Diageo job losses ‘not due to Brexit’

Pic: John Devlin
Pic: John Devlin

Diageo has insisted that proposals to cut up to 70 jobs from its Leven site are not due to Brexit.

Workers learned yesterday that the global drinks giant was looking to potentially reduce up to 70 posts at Banbeath and a further 35 at its Shieldhall site, near Glasgow.

The cuts are part of a plan to move selected white spirits production to Diageo’s Santa Vittoria plant in Italy, which is currently winding down operations following the loss of a wine bottling contract.

The jobs announcement sparked widespread condemnation from unions and politicians, who blamed the move on uncertainties surrounding Brexit.

However, a Diageo spokesperson told the Press today: “No, this is for business reasons.”

Over the past ten years Diageo has invested £470 million into production at Banbeath. It is the largest of the company’s three European bottling plants with a workforce of around 800 people.

Staff were informed of a review last year.

The GMB accused the UK Govenment of “a gross betrayal” of drinks manufacturing workers saying the plans were due to Brexit concerns.

Union representatives are scheduled to meet Diageo senior executives early next week where timeframes are expected to be confirmed.

Louise Gilmour, GMB Scotland organiser, said: “Over 100 skilled workers are now facing unemployment because Diageo are hedging their bets over Brexit – there is absolutely no getting away from this.

“We warned David Mundell and the UK government about the possible impact of Brexit on the future of jobs across our drinks manufacturing sector and about the need for protective measures to safeguard an industry worth billions to the Scottish and UK economies.

“Instead of listening to the real concerns of working people and acting on them, the Tories are off on the election trail asking voters to back them over Brexit but the harsh realities of the decision to withdraw from the EU are already taking hold.”

In response a spokesperson from the UK Government said: “We have been in contact with Diageo and understand the company has begun a consultation with staff about proposed operational changes that are not driven by the UK’s decision to leave the EU.

“The UK Government continues to support the Scottish economy and key sectors such as the drinks industry.”

Unite, however, described it as a “shocking betrayal of Scottish workers”.

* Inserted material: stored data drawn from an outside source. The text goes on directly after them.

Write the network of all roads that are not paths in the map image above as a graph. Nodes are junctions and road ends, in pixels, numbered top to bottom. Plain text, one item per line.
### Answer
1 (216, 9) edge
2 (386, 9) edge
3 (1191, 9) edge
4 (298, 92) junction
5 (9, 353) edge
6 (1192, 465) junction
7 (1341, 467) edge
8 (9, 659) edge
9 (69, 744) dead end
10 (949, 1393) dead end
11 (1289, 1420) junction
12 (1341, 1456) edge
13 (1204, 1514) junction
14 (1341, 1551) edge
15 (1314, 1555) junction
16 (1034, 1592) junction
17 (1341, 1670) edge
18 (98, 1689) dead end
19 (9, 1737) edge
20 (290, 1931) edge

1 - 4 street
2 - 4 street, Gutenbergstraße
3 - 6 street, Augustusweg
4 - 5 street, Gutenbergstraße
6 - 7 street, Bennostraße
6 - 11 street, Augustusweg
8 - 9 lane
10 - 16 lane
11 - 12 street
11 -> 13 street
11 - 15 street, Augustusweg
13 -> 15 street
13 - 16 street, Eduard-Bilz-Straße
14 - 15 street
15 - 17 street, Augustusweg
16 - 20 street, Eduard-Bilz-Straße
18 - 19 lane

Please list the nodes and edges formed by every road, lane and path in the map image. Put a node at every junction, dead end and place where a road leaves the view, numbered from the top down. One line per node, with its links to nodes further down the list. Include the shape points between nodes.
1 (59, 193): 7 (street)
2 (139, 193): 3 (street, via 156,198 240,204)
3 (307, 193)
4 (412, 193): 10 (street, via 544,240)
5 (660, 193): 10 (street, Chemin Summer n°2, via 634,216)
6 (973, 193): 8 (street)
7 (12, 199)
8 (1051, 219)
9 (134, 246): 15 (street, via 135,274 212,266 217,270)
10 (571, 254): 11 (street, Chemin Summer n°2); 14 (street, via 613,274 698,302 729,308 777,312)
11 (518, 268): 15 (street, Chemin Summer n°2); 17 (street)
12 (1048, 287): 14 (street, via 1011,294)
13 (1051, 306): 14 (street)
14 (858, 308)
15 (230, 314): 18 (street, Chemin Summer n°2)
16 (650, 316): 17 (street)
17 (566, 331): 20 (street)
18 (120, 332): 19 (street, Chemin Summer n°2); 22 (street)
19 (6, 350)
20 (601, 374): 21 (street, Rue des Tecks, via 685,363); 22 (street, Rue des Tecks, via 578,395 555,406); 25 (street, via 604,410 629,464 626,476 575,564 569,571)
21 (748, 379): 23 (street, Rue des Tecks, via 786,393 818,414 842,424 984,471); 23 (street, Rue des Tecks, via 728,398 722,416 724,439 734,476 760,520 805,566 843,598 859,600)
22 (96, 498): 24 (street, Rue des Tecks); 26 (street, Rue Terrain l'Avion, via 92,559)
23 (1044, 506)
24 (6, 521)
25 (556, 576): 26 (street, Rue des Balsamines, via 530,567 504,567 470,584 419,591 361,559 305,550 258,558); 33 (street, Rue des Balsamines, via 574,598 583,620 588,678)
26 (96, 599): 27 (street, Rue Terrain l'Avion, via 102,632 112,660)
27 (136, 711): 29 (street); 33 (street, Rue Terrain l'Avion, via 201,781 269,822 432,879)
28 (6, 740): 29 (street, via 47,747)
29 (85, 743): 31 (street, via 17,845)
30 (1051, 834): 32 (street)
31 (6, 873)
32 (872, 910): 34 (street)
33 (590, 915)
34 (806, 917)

Pat McIlvogue, Unite regional officer, said: “Diageo isn’t proposing cutting the volume of what it produces – the work will still have be done somewhere. But it’s telling Scottish workers that they’re not the ones that are going to be doing it.

“Scotland has been very good to Diageo. The company makes massive profits because of its association with Scotch whisky. Leven and Shieldhall are some of the most efficient, productive drinks facilities in the world.”

In a statement released yesterday, Diageo said: “Following the disposal of our wine business and the subsequent end of the wine bottling contracts, we have reviewed our spirits bottling footprint to ensure we not only deliver leading performance for both our domestic and export supply chains around the world, but also to strengthen our business for the future.

“Regrettably, these changes may impact some roles in our European bottling plants towards the end of the year and we will now enter a period of consultation with our employees and their representatives to discuss the proposals in more detail.

“We are committed to our three spirits bottling sites in Europe – two in Scotland and one in Italy. The outcomes of this review will ensure we have the flexibility to respond to increased competition and external volatility, alongside testing and building the capability we need across our global supply chain to grow our brands.”

Cabinet Secretary for Finance Derek Mackay said news of the possible job losses was “deeply disappointing news.”

“Scottish Enterprise is engaging with the company to explore all possible options for supporting those affected, and we will work with the company to safeguard Scottish jobs,” he said.

“If any redundancies proceed, through our initiative for responding to redundancy situations, Partnership Action for Continuing Employment (PACE), we will provide skills development and employability support to minimise the time that individuals affected are out of work.

“Our focus at this stage is on engaging with the company to do everything we can to encourage it to maintain employment at its Scottish sites.”